Schon in Ratzeburg ist die Grenze in Sicht, wir fahren aber noch ein bisschen weiter in Richtung Osten und kommen hinter dem Goldensee zur ersten Gedenkstätte. Neben einer Informationstafel führt eine Brücke von Schleswig-Holstein nach Mecklenburg-Vorpommern.

Informationstafel in Rosenhagen

Wir passieren die Brücke nur kurz und halten Ausschau zu allen Seiten. Und während wir in etwa so dämlich glotzen wie die Eule auf dem Naturschutzschild, drängt sich eine Frage auf: Wo genau ist denn jetzt hier eigentlich das Grüne Band? Sind wir schon drin?

Das Grüne Band verläuft in weiten Teilen als Naturschutzgebiet

Ohne das diese Frage klar beantwortet wird, fahren wir immer weiter über Landstraßen entlang der ehemaligen Grenze. Zwischen Langenlehsten und Bröthen erreichen wir die Gedenkstätte von Michael Gartenschläger, der 1976 an dieser Stelle beim Abmontieren einer Selbstschussanlage durch Grenzposten erschossen wurde. Nun ist es ein friedlicher Ort, nur das Rascheln der Blätter und das Zwitschern der Vögel ist hier zu hören.


Grenzenlos


Und dann sind wir da, auf einmal tut sich eine Schneise vor uns auf und wir stehen direkt auf dem Grünen Band, das an dieser Stelle seinem Namen alle Ehre macht.
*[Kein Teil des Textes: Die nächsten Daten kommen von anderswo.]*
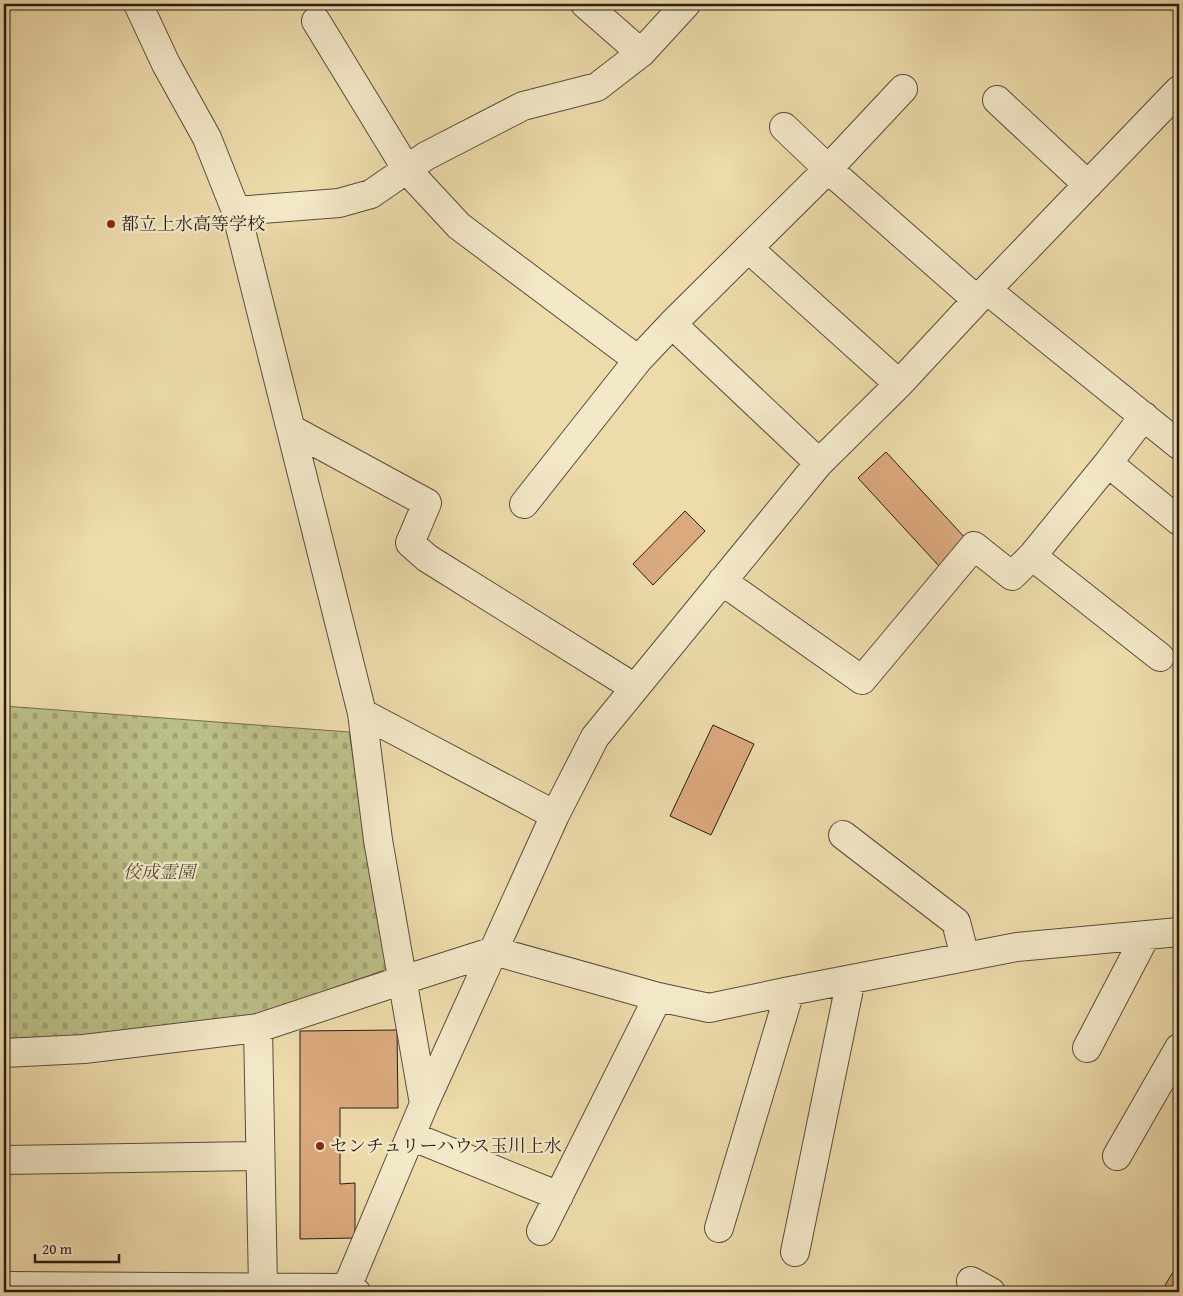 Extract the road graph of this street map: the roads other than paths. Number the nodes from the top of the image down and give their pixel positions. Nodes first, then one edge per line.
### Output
1 (138, 4) edge
2 (585, 4) edge
3 (686, 4) edge
4 (316, 21) dead end
5 (641, 53) junction
6 (902, 89) dead end
7 (1179, 90) edge
8 (997, 100) dead end
9 (784, 127) dead end
10 (828, 169) junction
11 (407, 170) junction
12 (1088, 185) junction
13 (236, 210) junction
14 (748, 248) junction
15 (982, 295) junction
16 (672, 324) junction
17 (638, 360) junction
18 (900, 384) junction
19 (1144, 416) junction
20 (291, 429) junction
21 (1179, 445) edge
22 (819, 463) junction
23 (1108, 463) junction
24 (524, 504) dead end
25 (1179, 521) edge
26 (1032, 556) junction
27 (722, 581) junction
28 (1160, 657) dead end
29 (635, 688) junction
30 (362, 712) junction
31 (555, 815) junction
32 (842, 835) dead end
33 (1179, 932) edge
34 (1146, 935) junction
35 (494, 951) junction
36 (965, 957) junction
37 (852, 979) junction
38 (403, 980) junction
39 (790, 991) junction
40 (658, 997) junction
41 (258, 1028) junction
42 (1087, 1048) dead end
43 (1179, 1048) edge
44 (4, 1053) edge
45 (424, 1104) junction
46 (411, 1136) junction
47 (260, 1156) junction
48 (1117, 1156) dead end
49 (4, 1160) edge
50 (559, 1196) junction
51 (719, 1228) dead end
52 (541, 1232) dead end
53 (795, 1252) dead end
54 (4, 1286) edge
55 (263, 1287) junction
56 (349, 1291) edge

1 - 13 street
2 - 5 street
3 - 5 street
4 - 11 street
5 - 11 street
6 - 10 street
7 - 12 street
8 - 12 street
9 - 10 street
10 - 14 street
10 - 15 street
11 - 13 street
11 - 17 street
12 - 15 street
13 - 20 street
14 - 16 street
14 - 18 street
15 - 18 street
15 - 19 street
16 - 17 street
16 - 22 street
17 - 24 street
18 - 22 street
19 - 21 street
19 - 23 street
20 - 29 street
20 - 30 street
22 - 27 street
23 - 25 street
23 - 26 street
26 - 27 street
26 - 28 street
27 - 29 street
29 - 31 street
30 - 31 street
30 - 38 street
31 - 35 street
32 - 36 street
33 - 34 street
34 - 36 street
34 - 42 street
35 - 38 street
35 - 40 street
35 - 45 street
36 - 37 street
37 - 39 street
37 - 53 street
38 - 41 street
38 - 45 street
39 - 40 street
39 - 51 street
40 - 50 street
41 - 44 street
41 - 47 street
43 - 48 street
45 - 46 street
46 - 50 street
46 - 56 street
47 - 49 street
47 - 55 street
50 - 52 street
54 - 55 street
55 - 56 street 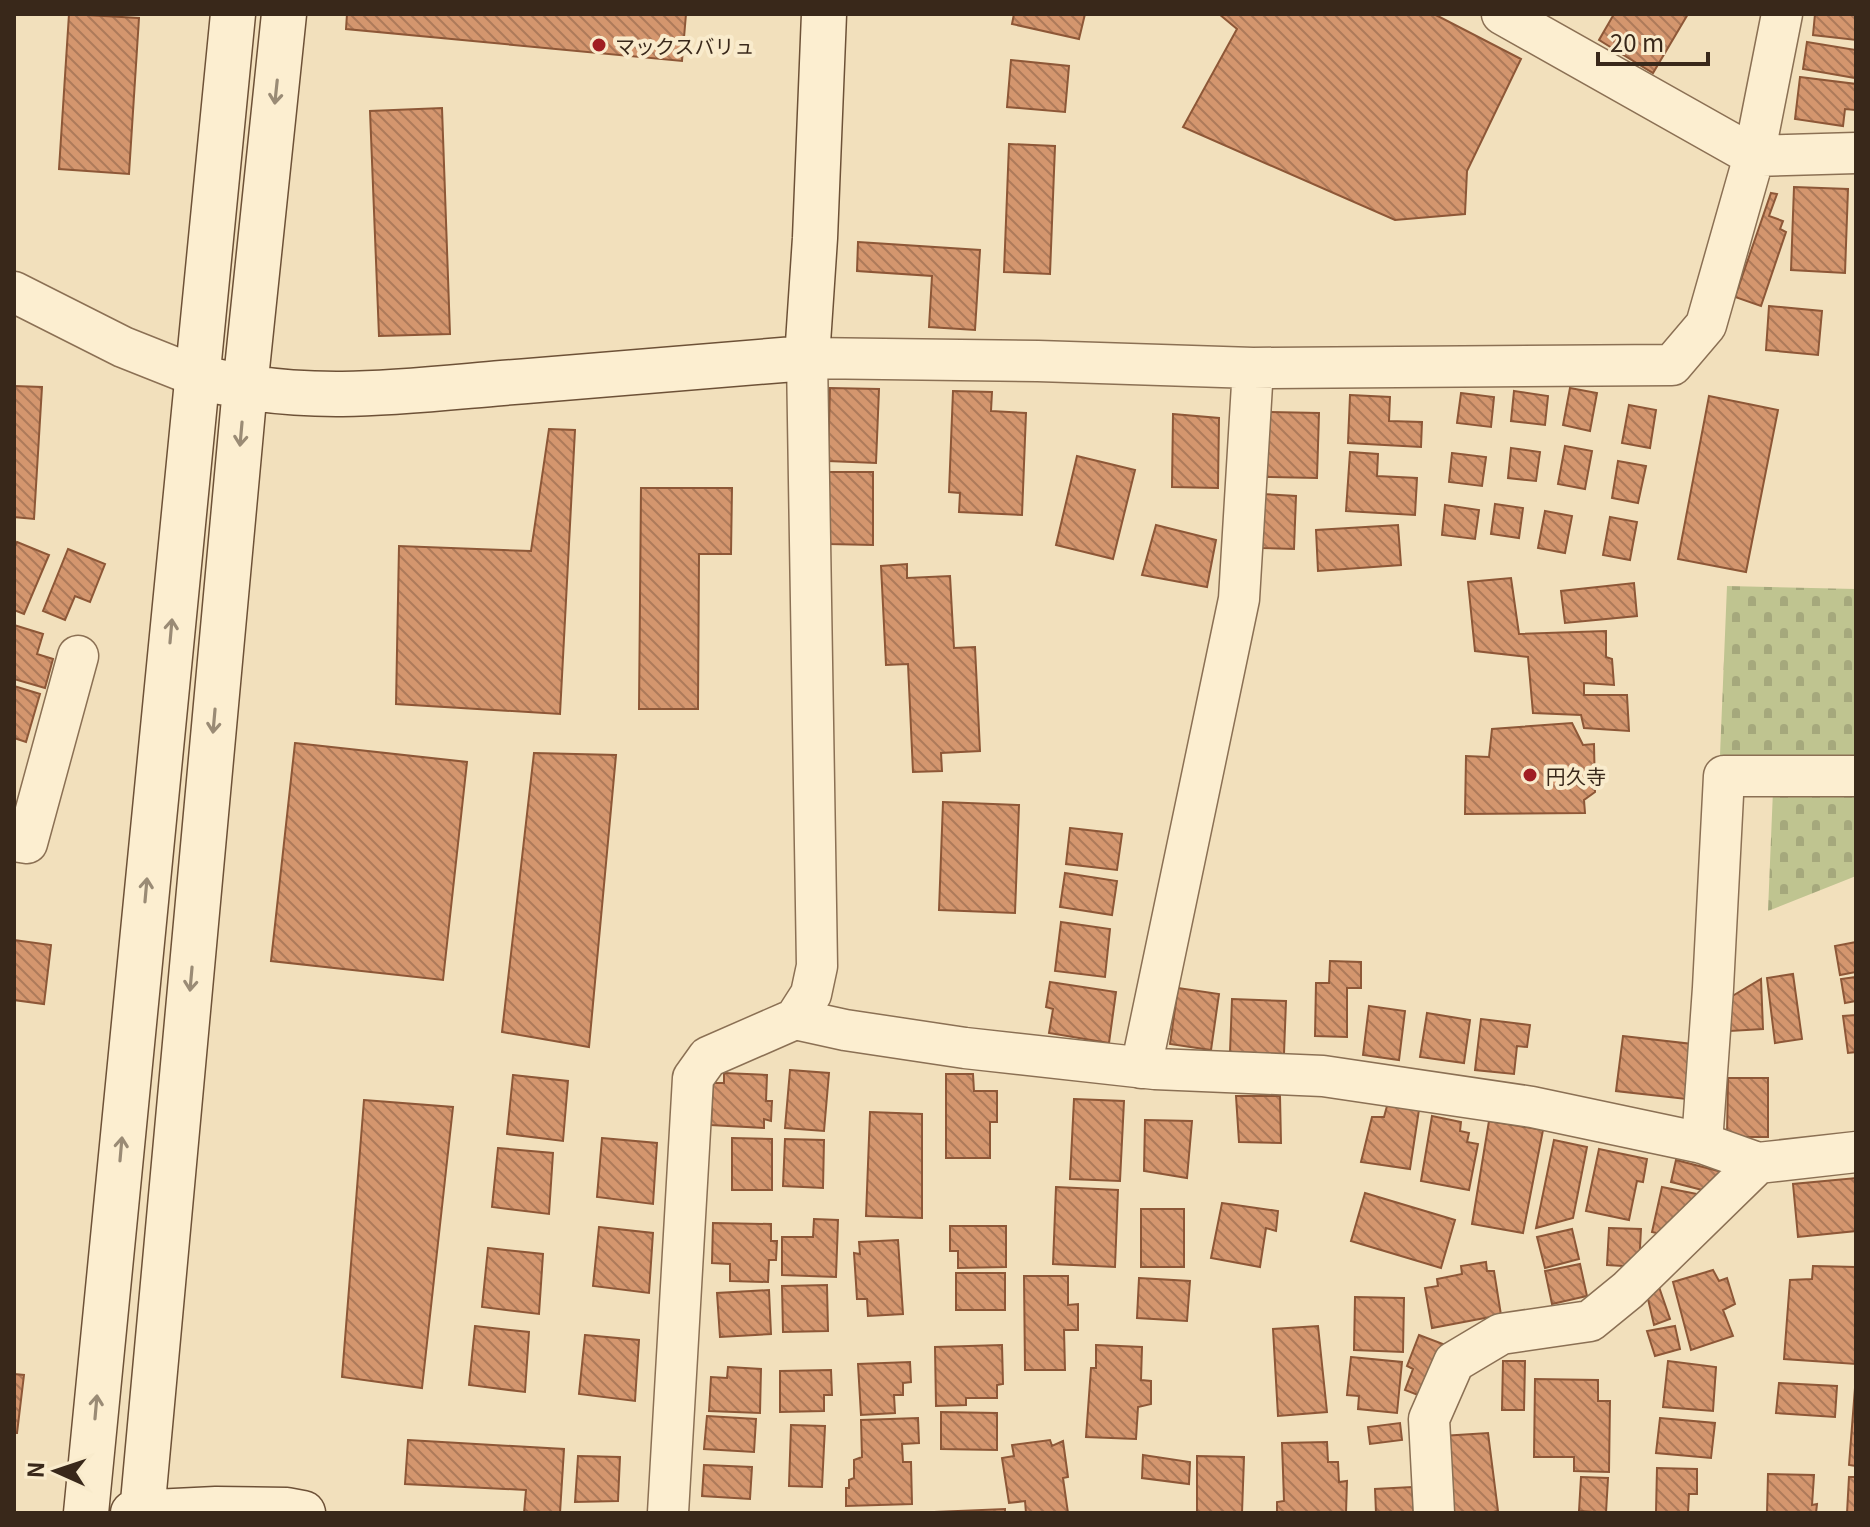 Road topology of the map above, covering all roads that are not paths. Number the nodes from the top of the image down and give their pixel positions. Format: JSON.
{"nodes":[{"id":1,"x":233,"y":14,"type":"edge"},
{"id":2,"x":284,"y":14,"type":"edge"},
{"id":3,"x":824,"y":14,"type":"edge"},
{"id":4,"x":1502,"y":14,"type":"edge"},
{"id":5,"x":1782,"y":14,"type":"edge"},
{"id":6,"x":1856,"y":153,"type":"edge"},
{"id":7,"x":1754,"y":156,"type":"junction"},
{"id":8,"x":14,"y":292,"type":"edge"},
{"id":9,"x":807,"y":358,"type":"junction"},
{"id":10,"x":1253,"y":368,"type":"junction"},
{"id":11,"x":196,"y":376,"type":"junction"},
{"id":12,"x":245,"y":388,"type":"junction"},
{"id":13,"x":78,"y":656,"type":"dead end"},
{"id":14,"x":1856,"y":776,"type":"edge"},
{"id":15,"x":14,"y":841,"type":"edge"},
{"id":16,"x":795,"y":1019,"type":"junction"},
{"id":17,"x":1141,"y":1068,"type":"junction"},
{"id":18,"x":1702,"y":1143,"type":"junction"},
{"id":19,"x":1856,"y":1152,"type":"edge"},
{"id":20,"x":1758,"y":1163,"type":"junction"},
{"id":21,"x":139,"y":1512,"type":"edge"},
{"id":22,"x":86,"y":1513,"type":"edge"},
{"id":23,"x":303,"y":1513,"type":"edge"},
{"id":24,"x":668,"y":1513,"type":"edge"},
{"id":25,"x":1434,"y":1513,"type":"edge"}],
"edges":[{"from":1,"to":11,"type":"street"},
{"from":2,"to":12,"type":"street","one_way":true},
{"from":3,"to":9,"type":"street"},
{"from":4,"to":7,"type":"street"},
{"from":5,"to":7,"type":"street"},
{"from":6,"to":7,"type":"street"},
{"from":7,"to":10,"type":"street"},
{"from":8,"to":11,"type":"street"},
{"from":9,"to":10,"type":"street"},
{"from":9,"to":12,"type":"street"},
{"from":9,"to":16,"type":"street"},
{"from":10,"to":17,"type":"street"},
{"from":11,"to":12,"type":"street"},
{"from":22,"to":11,"type":"street","one_way":true},
{"from":12,"to":21,"type":"street","one_way":true},
{"from":13,"to":15,"type":"street"},
{"from":14,"to":18,"type":"street"},
{"from":16,"to":17,"type":"street"},
{"from":16,"to":24,"type":"street"},
{"from":17,"to":18,"type":"street"},
{"from":18,"to":20,"type":"street"},
{"from":19,"to":20,"type":"street"},
{"from":20,"to":25,"type":"street"},
{"from":21,"to":23,"type":"street"}]}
Anni am Gartenschläger Eck

Vom Gartenschläger Eck wandern wir direkt auf der Grenzline eine kleine Weile bis wir den Ort Wendisch Lieps erreichen. Es ist Zeit für eine Rast!

Während wir im Wald verschwinden, entschwindet auch unser Alltag und ins Zentrum rückt die Vorfreude über die bevorstehende Reise. Wir wollen ganz bei uns und gleichzeitig grenzenlos sein.


Ab 31.7. geben wir die Zero Waste-Ferienwohnungen in die Hand unserer Freundinnen Jonna und Sophie und berichten an dieser Stelle wöchentlich oder so wie es gerade passt von unserer grünen Reise.